Diese systemischen Probleme zeigten sich offen seit der Euro-Krise im Jahr 2010, die auf die Finanzkrise folgte. Das Startsignal war, dass Griechenland als Teil der Eurozone nicht von der EZB gerettet wurde. Stattdessen wurde es für zahlungsunfähig erklärt, wie ein Staat des globalen Südens, der in Fremdwährung verschuldet ist. Mit dieser unerwarteten Möglichkeit einer Staatspleite und eines Zahlungsausfalls wurde das Vertrauen in die Verlässlichkeit des Euro-Projekts erschüttert. Der Bankensektor begann, gegen hoch verschuldete Euro-Staaten zu spekulieren und die EZB ließ zu, dass sich die Zinsschere bei den Staatsanleihen verschiedener Länder weit öffnete. Erst 2012 begann die EZB endlich zu intervenieren, nachdem die Verschuldung einiger Euro-Staaten allein auf Grund der unkontrollierten Zinsen weiter angeschwollen war. Mitten in der Wirtschaftskrise wurde das Euro-Regime mit seinen Verschuldungs-Regeln zu einem Austeritäts-Programm, das in weiten Teilen der Eurozone Investitionen und Aufschwung hemmte.

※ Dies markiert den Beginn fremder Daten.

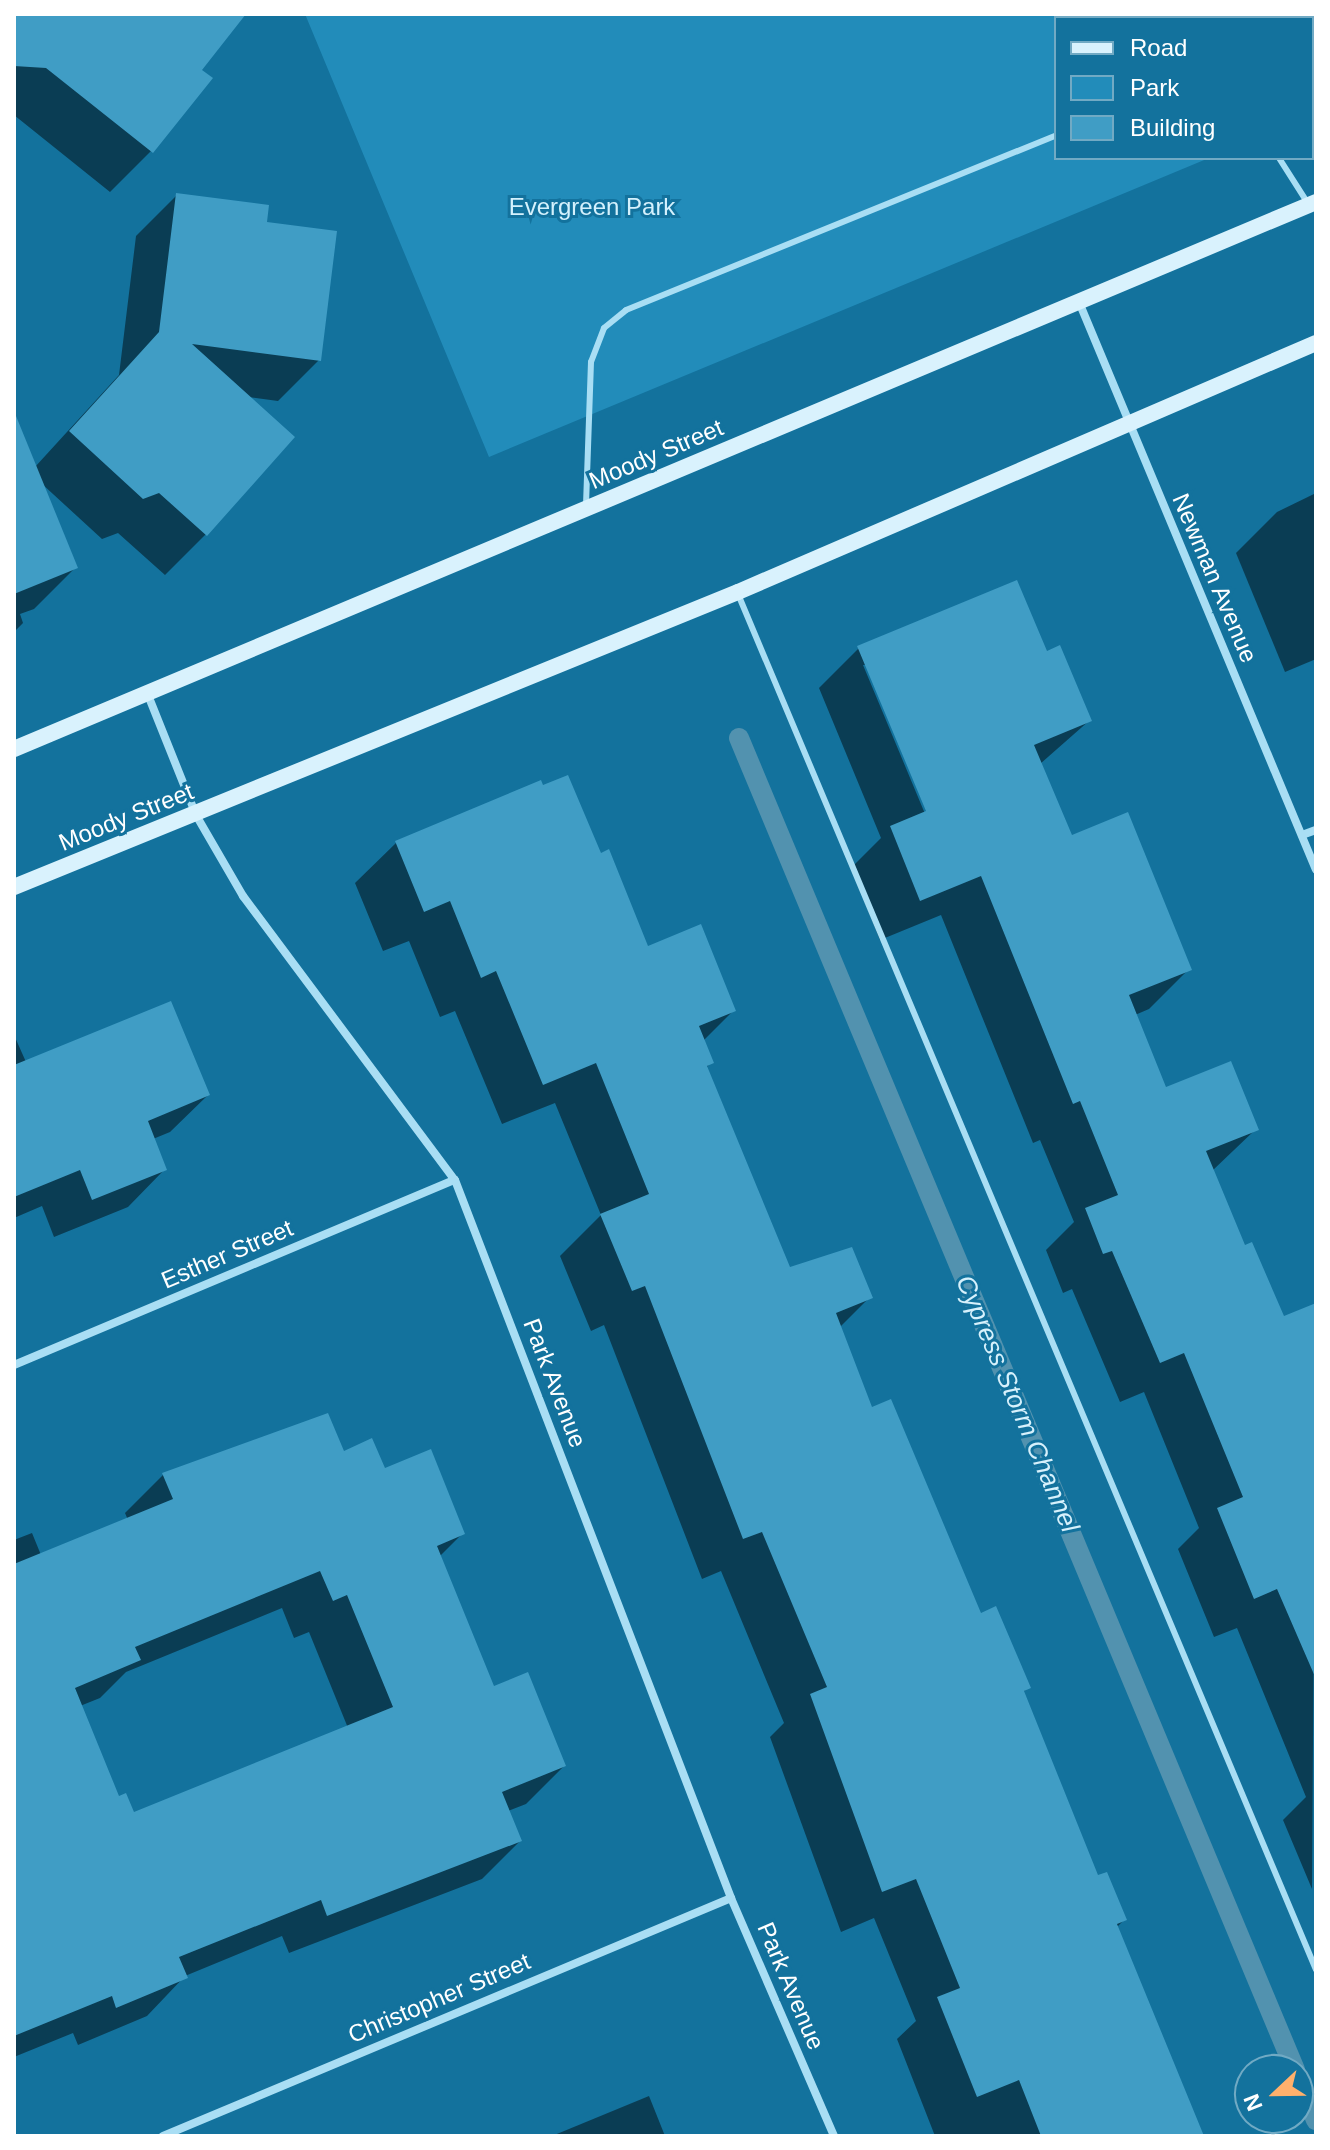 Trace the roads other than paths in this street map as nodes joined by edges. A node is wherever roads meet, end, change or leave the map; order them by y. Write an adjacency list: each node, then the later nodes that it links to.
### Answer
1 (1054, 136): 7 (lane)
2 (1280, 160): 3 (lane)
3 (1312, 204): 4 (main road, Moody Street)
4 (1078, 302): 6 (street, Newman Avenue); 7 (main road, Moody Street)
5 (1316, 343): 6 (main road, Moody Street)
6 (1127, 423): 8 (main road, Moody Street); 13 (street, Newman Avenue)
7 (585, 510): 9 (main road, Moody Street)
8 (738, 592): 11 (main road, Moody Street); 19 (lane)
9 (148, 695): 10 (main road, Moody Street); 11 (street, Park Avenue)
10 (14, 749)
11 (196, 815): 15 (main road, Moody Street); 16 (street, Park Avenue)
12 (1316, 830): 13 (street)
13 (1302, 835): 14 (street, Newman Avenue)
14 (1316, 870)
15 (14, 887)
16 (455, 1180): 17 (street, Esther Street); 18 (street, Park Avenue)
17 (14, 1365)
18 (731, 1898): 20 (street, Christopher Street); 21 (street, Park Avenue)
19 (1316, 1970)
20 (163, 2136)
21 (834, 2136)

Die merkwürdige Situation eines Marktes für Staatsanleihen in derselben Währung und das Zögern der EZB, Kontrolle über die Zinssätze auszuüben, hat auch zu dem Missverständnis geführt, dass die europäischen Staaten von Banken finanziert werden. Um das noch einmal klarzustellen: Die Eurozone ist ein reines Fiatgeldsystem, in dem die Staaten gemeinsam über das Währungsmonopol verfügen, Bankengeld ist nur ein Geld zweiter Ordnung, das keine Anleihen kaufen, geschweige denn Staaten finanzieren kann. Der Mangel an Geld und Investitionen rührt stattdessen von den Selbstbeschränkungen her, die die Euro-Staaten im Maastricht-Vertrag unterschrieben haben. Leider können diese Regeln nur einstimmig geändert werden, was Änderungen extrem schwierig macht. Infolgedessen plädieren einige Politiker und Parteien in den benachteiligten Ländern für einen Austritt aus der Eurozone, ohne Rücksicht auf die Unwägbarkeiten, die ein solcher Prozess mit sich bringen würde.